> **Goal of the exercise**:
Please give back an exact reproduction of the lines from the one with "Please mark all" through the end of the entries below, and no others.

******

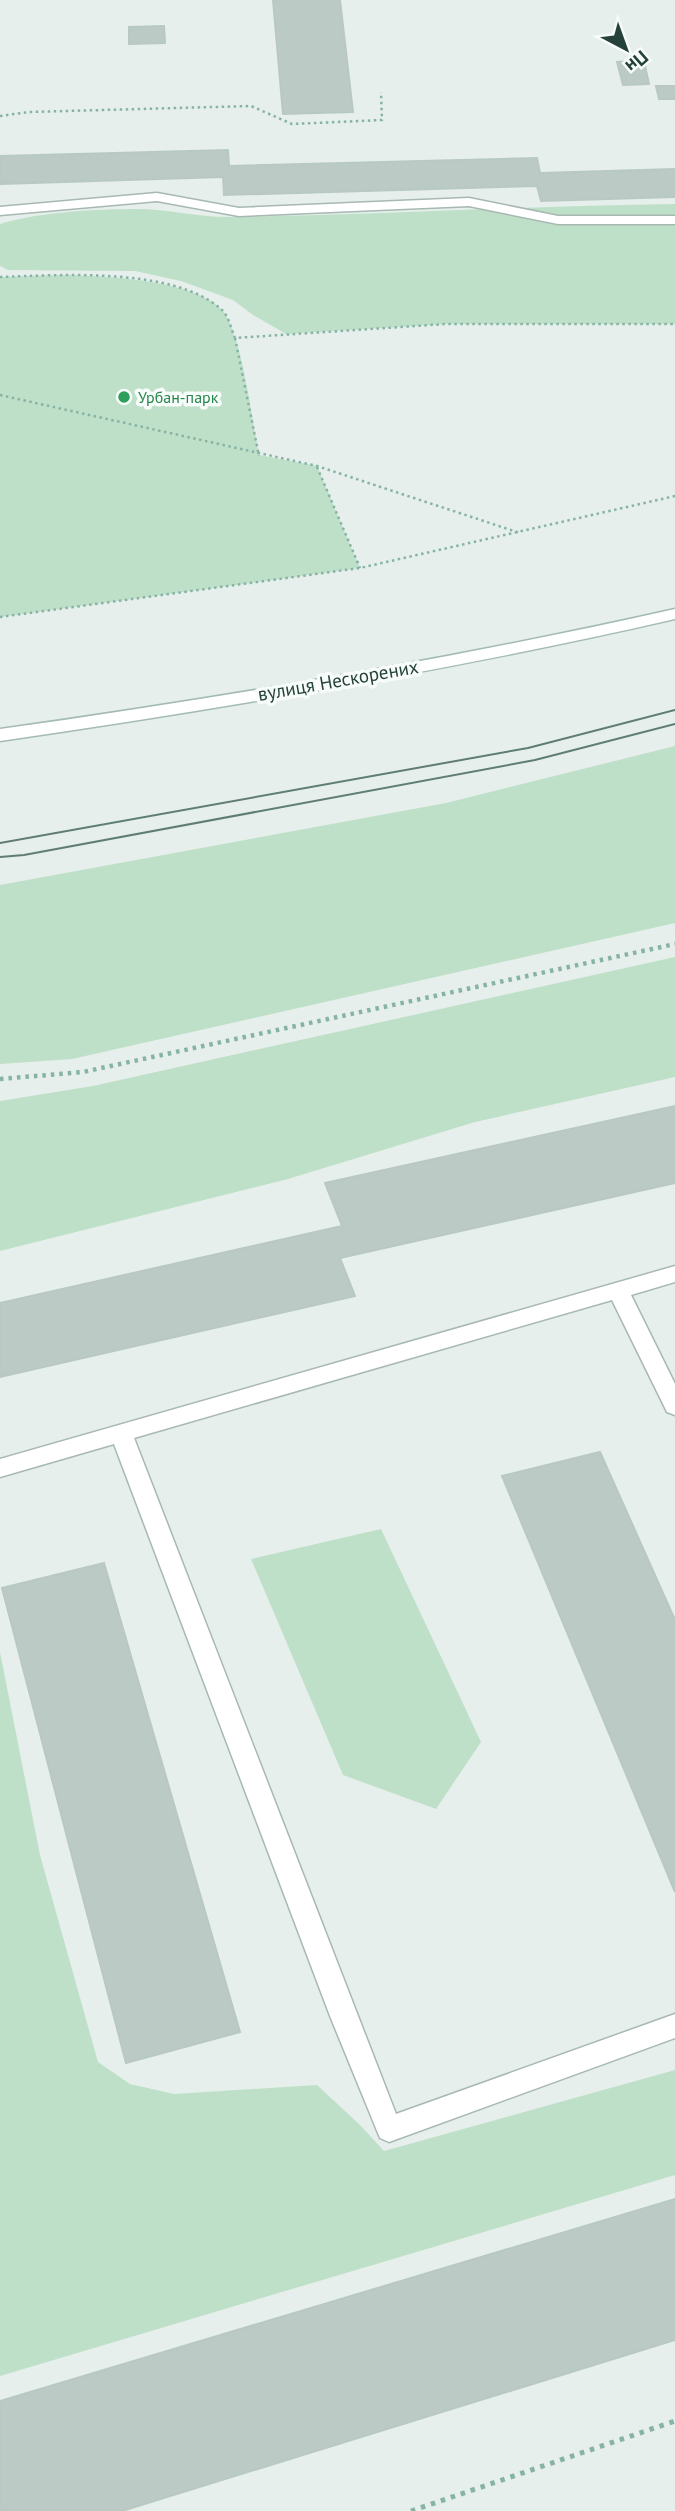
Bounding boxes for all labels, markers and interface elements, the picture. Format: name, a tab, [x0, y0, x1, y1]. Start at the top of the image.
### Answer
north arrow	[591, 14, 661, 84]
text: Пн	[621, 45, 653, 78]
place label: Урбан-парк	[138, 387, 219, 407]
marker: Урбан-парк	[116, 389, 132, 405]
street label: вулиця Нескорених	[256, 654, 420, 706]

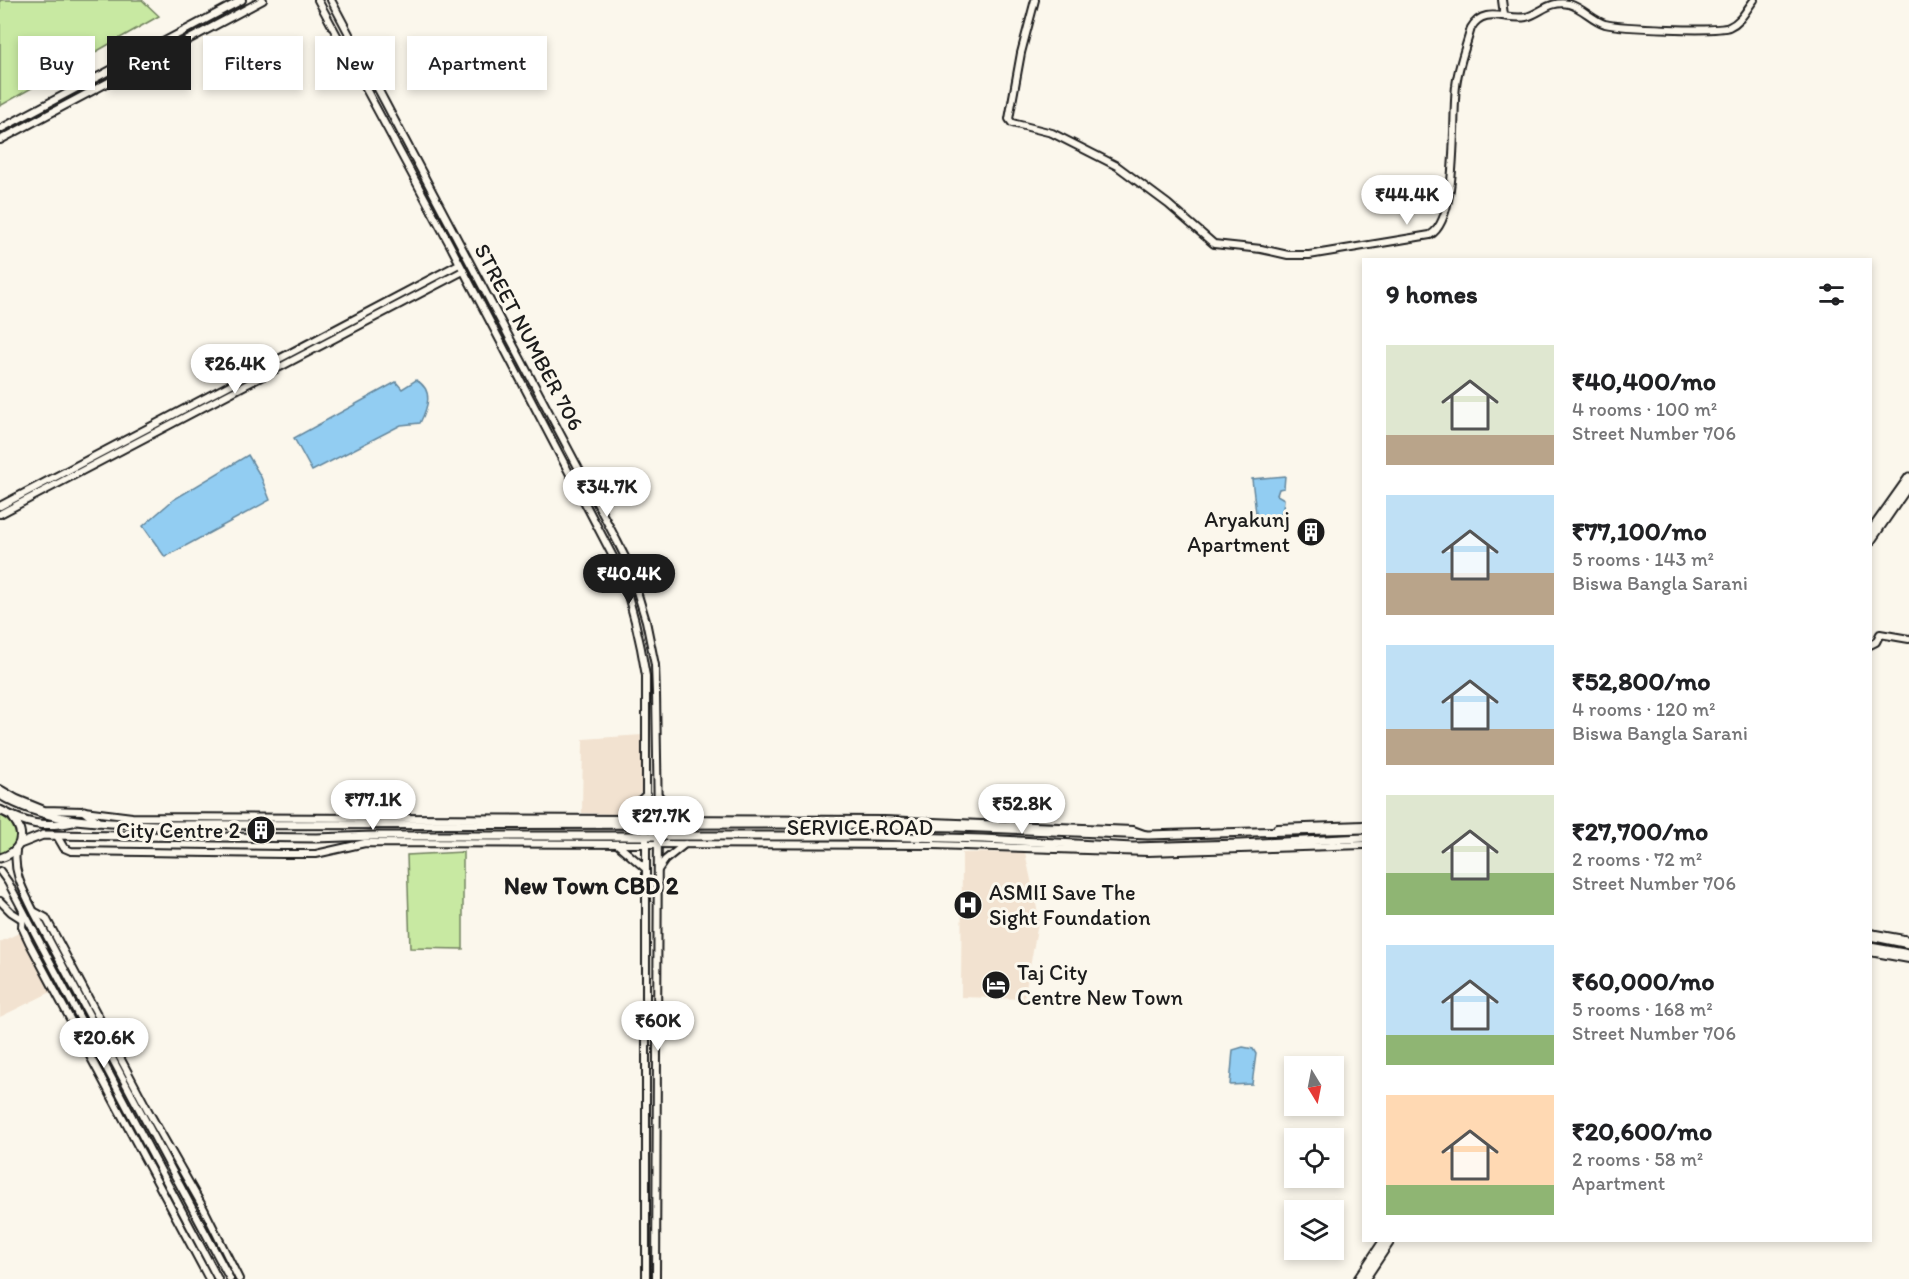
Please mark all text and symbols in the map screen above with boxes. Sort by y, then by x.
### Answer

******

> **Reply**:
Please mark all text and symbols in the map screen above with boxes. Sort by y, then by x.
### Answer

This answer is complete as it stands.